Selenoprotein annotation in

Ceratotherium simum




Abstract

Selenoproteins are a group of proteins that contain selenocysteine (Sec), a rare amino acid inserted co-translationally into the protein chain. The Sec codon is UGA, which is normally a stop codon. In selenoproteins, UGA is recoded to Sec in presence of specific features on gene transcripts. Due to the dual role of the UGA codon, selenoprotein prediction and annotation are difficult tasks, and even known selenoproteins are often miss-annotated in genome databases.

We performed a homology-based in silico search to scan the genome of Ceratotherium simum. Our method was based on the known selenoproteins of Homo sapiens, Mus musculus and Equus caballus. We analyzed our data using four different programs: T-Coffe, GeneWise, Seblastian and Selenoprofiles as well as exonerate for the gene prediction. The results were contrasted between those outputs and finally obtained 29 selenoprotein genes, 8 Cys-homologs and 5 proteins involved in the selenoprotein synthesis.

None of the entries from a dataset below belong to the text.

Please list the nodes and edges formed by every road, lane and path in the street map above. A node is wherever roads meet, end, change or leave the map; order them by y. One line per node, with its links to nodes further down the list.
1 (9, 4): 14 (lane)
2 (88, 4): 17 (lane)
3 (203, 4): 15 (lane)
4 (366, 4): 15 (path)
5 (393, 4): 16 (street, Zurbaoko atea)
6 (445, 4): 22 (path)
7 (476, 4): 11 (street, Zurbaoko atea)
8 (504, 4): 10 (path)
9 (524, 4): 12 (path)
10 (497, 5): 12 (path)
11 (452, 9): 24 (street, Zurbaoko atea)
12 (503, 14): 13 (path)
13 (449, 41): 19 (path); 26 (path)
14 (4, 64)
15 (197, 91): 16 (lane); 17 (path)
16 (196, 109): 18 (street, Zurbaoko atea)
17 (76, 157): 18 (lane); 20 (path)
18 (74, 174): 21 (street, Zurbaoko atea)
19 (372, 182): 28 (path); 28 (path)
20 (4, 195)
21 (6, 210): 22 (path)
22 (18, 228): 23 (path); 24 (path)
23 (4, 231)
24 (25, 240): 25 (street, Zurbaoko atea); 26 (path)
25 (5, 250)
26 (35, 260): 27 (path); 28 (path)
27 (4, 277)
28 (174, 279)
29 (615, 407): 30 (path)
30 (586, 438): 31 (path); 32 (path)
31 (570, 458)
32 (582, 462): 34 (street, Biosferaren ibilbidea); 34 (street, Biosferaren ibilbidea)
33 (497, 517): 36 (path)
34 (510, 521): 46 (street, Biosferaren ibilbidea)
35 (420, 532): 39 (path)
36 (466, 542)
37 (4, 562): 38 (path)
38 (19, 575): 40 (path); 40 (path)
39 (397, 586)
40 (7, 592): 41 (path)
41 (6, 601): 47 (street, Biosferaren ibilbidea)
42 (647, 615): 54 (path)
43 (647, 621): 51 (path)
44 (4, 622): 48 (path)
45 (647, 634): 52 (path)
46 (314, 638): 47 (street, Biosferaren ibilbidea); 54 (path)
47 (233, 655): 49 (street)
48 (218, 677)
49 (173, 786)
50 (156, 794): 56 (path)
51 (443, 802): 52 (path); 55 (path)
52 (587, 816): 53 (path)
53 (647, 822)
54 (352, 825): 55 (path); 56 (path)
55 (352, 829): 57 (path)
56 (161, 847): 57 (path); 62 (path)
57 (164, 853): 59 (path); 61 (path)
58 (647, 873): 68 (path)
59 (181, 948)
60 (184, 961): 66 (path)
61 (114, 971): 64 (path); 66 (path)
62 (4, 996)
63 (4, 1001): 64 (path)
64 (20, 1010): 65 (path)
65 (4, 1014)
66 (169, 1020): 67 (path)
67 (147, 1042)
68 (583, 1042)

We would like to highlight those results of special interest such as: the GPx5 evolutive origin which has been defined as an inverted duplication in tandem; the SelO2 finding in Ceratotherum simum and not present in humans; the SelR2 prediction as a challenge of our predicting system; the SelV and SelW association linked to the evolutive origin; the double form of SBP2 described; among others. This work intends to contribute to the study of the selenoproteome evolution in mammals.